Stored data entries
#####

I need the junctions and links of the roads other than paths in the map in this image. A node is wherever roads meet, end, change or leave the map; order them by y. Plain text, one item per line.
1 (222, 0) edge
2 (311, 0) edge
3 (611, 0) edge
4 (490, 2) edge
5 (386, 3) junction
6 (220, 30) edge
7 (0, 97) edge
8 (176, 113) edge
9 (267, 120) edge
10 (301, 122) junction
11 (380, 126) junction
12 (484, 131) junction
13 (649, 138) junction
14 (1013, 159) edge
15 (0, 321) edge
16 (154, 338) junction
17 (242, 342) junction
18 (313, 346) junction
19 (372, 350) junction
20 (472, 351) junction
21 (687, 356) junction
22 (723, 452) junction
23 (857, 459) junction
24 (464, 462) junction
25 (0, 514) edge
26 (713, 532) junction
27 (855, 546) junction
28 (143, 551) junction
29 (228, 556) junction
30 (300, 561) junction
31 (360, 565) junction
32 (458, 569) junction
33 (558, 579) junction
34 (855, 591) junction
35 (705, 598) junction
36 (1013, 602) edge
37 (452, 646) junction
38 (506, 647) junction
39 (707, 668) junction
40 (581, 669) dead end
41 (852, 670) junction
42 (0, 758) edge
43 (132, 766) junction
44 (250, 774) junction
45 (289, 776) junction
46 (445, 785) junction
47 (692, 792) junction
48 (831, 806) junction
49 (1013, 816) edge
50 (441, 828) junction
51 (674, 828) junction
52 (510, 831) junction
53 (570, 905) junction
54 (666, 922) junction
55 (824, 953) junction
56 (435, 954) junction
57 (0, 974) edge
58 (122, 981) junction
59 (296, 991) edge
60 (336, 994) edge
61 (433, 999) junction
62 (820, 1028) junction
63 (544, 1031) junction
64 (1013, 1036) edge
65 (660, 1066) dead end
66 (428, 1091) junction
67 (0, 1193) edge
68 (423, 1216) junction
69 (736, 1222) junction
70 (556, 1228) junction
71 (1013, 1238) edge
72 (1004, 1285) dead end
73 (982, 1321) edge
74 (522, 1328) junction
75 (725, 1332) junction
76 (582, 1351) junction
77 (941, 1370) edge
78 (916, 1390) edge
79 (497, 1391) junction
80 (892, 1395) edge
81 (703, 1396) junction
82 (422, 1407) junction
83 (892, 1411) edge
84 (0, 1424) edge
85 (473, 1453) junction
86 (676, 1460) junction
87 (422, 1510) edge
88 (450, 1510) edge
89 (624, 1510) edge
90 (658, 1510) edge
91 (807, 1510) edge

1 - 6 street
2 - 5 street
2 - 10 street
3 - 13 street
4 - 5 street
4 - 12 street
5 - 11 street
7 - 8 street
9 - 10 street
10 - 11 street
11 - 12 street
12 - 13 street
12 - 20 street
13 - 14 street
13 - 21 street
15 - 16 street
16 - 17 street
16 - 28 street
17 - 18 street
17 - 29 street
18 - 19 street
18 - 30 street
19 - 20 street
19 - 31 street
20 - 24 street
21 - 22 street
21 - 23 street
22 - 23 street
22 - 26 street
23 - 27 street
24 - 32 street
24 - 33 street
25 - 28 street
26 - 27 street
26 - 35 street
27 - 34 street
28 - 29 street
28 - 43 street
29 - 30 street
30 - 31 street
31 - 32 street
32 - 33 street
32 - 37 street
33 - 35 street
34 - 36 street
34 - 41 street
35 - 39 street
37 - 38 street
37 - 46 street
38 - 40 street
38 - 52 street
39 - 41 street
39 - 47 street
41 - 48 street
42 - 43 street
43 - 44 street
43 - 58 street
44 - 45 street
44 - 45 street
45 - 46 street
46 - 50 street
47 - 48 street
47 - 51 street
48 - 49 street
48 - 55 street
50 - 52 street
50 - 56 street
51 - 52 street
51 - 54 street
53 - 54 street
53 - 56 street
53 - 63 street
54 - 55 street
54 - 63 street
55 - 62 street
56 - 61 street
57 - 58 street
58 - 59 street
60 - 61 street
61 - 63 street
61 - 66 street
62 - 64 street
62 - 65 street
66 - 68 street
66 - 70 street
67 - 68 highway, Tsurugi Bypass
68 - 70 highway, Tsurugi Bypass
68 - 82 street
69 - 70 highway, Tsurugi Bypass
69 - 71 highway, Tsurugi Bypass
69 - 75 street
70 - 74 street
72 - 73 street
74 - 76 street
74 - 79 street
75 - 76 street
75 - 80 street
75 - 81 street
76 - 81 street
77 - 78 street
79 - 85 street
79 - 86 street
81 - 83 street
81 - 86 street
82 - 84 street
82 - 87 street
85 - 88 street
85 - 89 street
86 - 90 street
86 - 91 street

#####

### TASK ITEM
Your response must repeat the entries above exactly, in full.

### YOUR SOLUTION
I need the junctions and links of the roads other than paths in the map in this image. A node is wherever roads meet, end, change or leave the map; order them by y. Plain text, one item per line.
1 (222, 0) edge
2 (311, 0) edge
3 (611, 0) edge
4 (490, 2) edge
5 (386, 3) junction
6 (220, 30) edge
7 (0, 97) edge
8 (176, 113) edge
9 (267, 120) edge
10 (301, 122) junction
11 (380, 126) junction
12 (484, 131) junction
13 (649, 138) junction
14 (1013, 159) edge
15 (0, 321) edge
16 (154, 338) junction
17 (242, 342) junction
18 (313, 346) junction
19 (372, 350) junction
20 (472, 351) junction
21 (687, 356) junction
22 (723, 452) junction
23 (857, 459) junction
24 (464, 462) junction
25 (0, 514) edge
26 (713, 532) junction
27 (855, 546) junction
28 (143, 551) junction
29 (228, 556) junction
30 (300, 561) junction
31 (360, 565) junction
32 (458, 569) junction
33 (558, 579) junction
34 (855, 591) junction
35 (705, 598) junction
36 (1013, 602) edge
37 (452, 646) junction
38 (506, 647) junction
39 (707, 668) junction
40 (581, 669) dead end
41 (852, 670) junction
42 (0, 758) edge
43 (132, 766) junction
44 (250, 774) junction
45 (289, 776) junction
46 (445, 785) junction
47 (692, 792) junction
48 (831, 806) junction
49 (1013, 816) edge
50 (441, 828) junction
51 (674, 828) junction
52 (510, 831) junction
53 (570, 905) junction
54 (666, 922) junction
55 (824, 953) junction
56 (435, 954) junction
57 (0, 974) edge
58 (122, 981) junction
59 (296, 991) edge
60 (336, 994) edge
61 (433, 999) junction
62 (820, 1028) junction
63 (544, 1031) junction
64 (1013, 1036) edge
65 (660, 1066) dead end
66 (428, 1091) junction
67 (0, 1193) edge
68 (423, 1216) junction
69 (736, 1222) junction
70 (556, 1228) junction
71 (1013, 1238) edge
72 (1004, 1285) dead end
73 (982, 1321) edge
74 (522, 1328) junction
75 (725, 1332) junction
76 (582, 1351) junction
77 (941, 1370) edge
78 (916, 1390) edge
79 (497, 1391) junction
80 (892, 1395) edge
81 (703, 1396) junction
82 (422, 1407) junction
83 (892, 1411) edge
84 (0, 1424) edge
85 (473, 1453) junction
86 (676, 1460) junction
87 (422, 1510) edge
88 (450, 1510) edge
89 (624, 1510) edge
90 (658, 1510) edge
91 (807, 1510) edge

1 - 6 street
2 - 5 street
2 - 10 street
3 - 13 street
4 - 5 street
4 - 12 street
5 - 11 street
7 - 8 street
9 - 10 street
10 - 11 street
11 - 12 street
12 - 13 street
12 - 20 street
13 - 14 street
13 - 21 street
15 - 16 street
16 - 17 street
16 - 28 street
17 - 18 street
17 - 29 street
18 - 19 street
18 - 30 street
19 - 20 street
19 - 31 street
20 - 24 street
21 - 22 street
21 - 23 street
22 - 23 street
22 - 26 street
23 - 27 street
24 - 32 street
24 - 33 street
25 - 28 street
26 - 27 street
26 - 35 street
27 - 34 street
28 - 29 street
28 - 43 street
29 - 30 street
30 - 31 street
31 - 32 street
32 - 33 street
32 - 37 street
33 - 35 street
34 - 36 street
34 - 41 street
35 - 39 street
37 - 38 street
37 - 46 street
38 - 40 street
38 - 52 street
39 - 41 street
39 - 47 street
41 - 48 street
42 - 43 street
43 - 44 street
43 - 58 street
44 - 45 street
44 - 45 street
45 - 46 street
46 - 50 street
47 - 48 street
47 - 51 street
48 - 49 street
48 - 55 street
50 - 52 street
50 - 56 street
51 - 52 street
51 - 54 street
53 - 54 street
53 - 56 street
53 - 63 street
54 - 55 street
54 - 63 street
55 - 62 street
56 - 61 street
57 - 58 street
58 - 59 street
60 - 61 street
61 - 63 street
61 - 66 street
62 - 64 street
62 - 65 street
66 - 68 street
66 - 70 street
67 - 68 highway, Tsurugi Bypass
68 - 70 highway, Tsurugi Bypass
68 - 82 street
69 - 70 highway, Tsurugi Bypass
69 - 71 highway, Tsurugi Bypass
69 - 75 street
70 - 74 street
72 - 73 street
74 - 76 street
74 - 79 street
75 - 76 street
75 - 80 street
75 - 81 street
76 - 81 street
77 - 78 street
79 - 85 street
79 - 86 street
81 - 83 street
81 - 86 street
82 - 84 street
82 - 87 street
85 - 88 street
85 - 89 street
86 - 90 street
86 - 91 street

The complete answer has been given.